> WHAT THE EXERCISE ASKS: Every record below should be repeated exactly, with the pictures left out.

> ENTRIES PROVIDED:
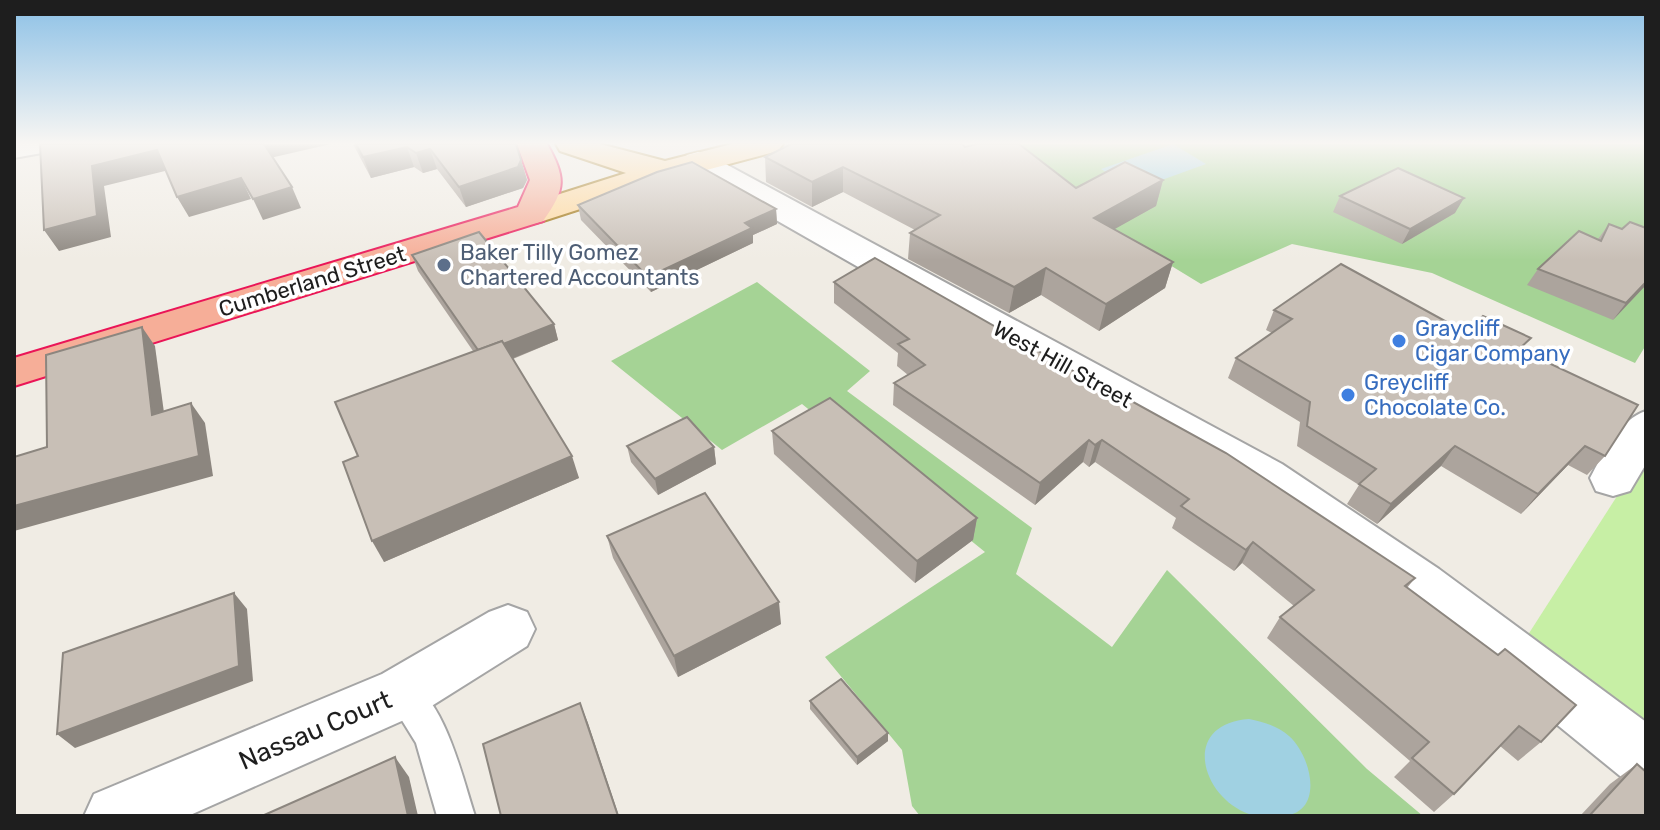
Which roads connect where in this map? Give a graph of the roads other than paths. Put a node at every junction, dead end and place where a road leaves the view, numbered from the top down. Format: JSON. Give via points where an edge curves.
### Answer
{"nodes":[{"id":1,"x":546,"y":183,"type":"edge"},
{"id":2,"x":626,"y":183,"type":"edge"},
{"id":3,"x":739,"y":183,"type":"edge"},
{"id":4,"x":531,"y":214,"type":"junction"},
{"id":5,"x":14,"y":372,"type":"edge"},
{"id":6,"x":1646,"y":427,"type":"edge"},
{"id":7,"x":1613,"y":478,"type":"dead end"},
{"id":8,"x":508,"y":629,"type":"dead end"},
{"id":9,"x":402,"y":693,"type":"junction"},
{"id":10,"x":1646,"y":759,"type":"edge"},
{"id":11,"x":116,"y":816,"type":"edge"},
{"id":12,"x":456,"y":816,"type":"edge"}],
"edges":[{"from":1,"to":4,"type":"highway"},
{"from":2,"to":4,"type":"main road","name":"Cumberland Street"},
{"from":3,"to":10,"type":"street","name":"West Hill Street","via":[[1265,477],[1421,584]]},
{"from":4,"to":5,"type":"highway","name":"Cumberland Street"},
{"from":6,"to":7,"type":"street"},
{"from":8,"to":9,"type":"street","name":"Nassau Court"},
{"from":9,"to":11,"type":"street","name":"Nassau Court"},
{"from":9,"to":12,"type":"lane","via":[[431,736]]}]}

> RESULT:
Which roads connect where in this map? Give a graph of the roads other than paths. Put a node at every junction, dead end and place where a road leaves the view, numbered from the top down. Format: JSON. Give via points where an edge curves.
### Answer
{"nodes":[{"id":1,"x":546,"y":183,"type":"edge"},
{"id":2,"x":626,"y":183,"type":"edge"},
{"id":3,"x":739,"y":183,"type":"edge"},
{"id":4,"x":531,"y":214,"type":"junction"},
{"id":5,"x":14,"y":372,"type":"edge"},
{"id":6,"x":1646,"y":427,"type":"edge"},
{"id":7,"x":1613,"y":478,"type":"dead end"},
{"id":8,"x":508,"y":629,"type":"dead end"},
{"id":9,"x":402,"y":693,"type":"junction"},
{"id":10,"x":1646,"y":759,"type":"edge"},
{"id":11,"x":116,"y":816,"type":"edge"},
{"id":12,"x":456,"y":816,"type":"edge"}],
"edges":[{"from":1,"to":4,"type":"highway"},
{"from":2,"to":4,"type":"main road","name":"Cumberland Street"},
{"from":3,"to":10,"type":"street","name":"West Hill Street","via":[[1265,477],[1421,584]]},
{"from":4,"to":5,"type":"highway","name":"Cumberland Street"},
{"from":6,"to":7,"type":"street"},
{"from":8,"to":9,"type":"street","name":"Nassau Court"},
{"from":9,"to":11,"type":"street","name":"Nassau Court"},
{"from":9,"to":12,"type":"lane","via":[[431,736]]}]}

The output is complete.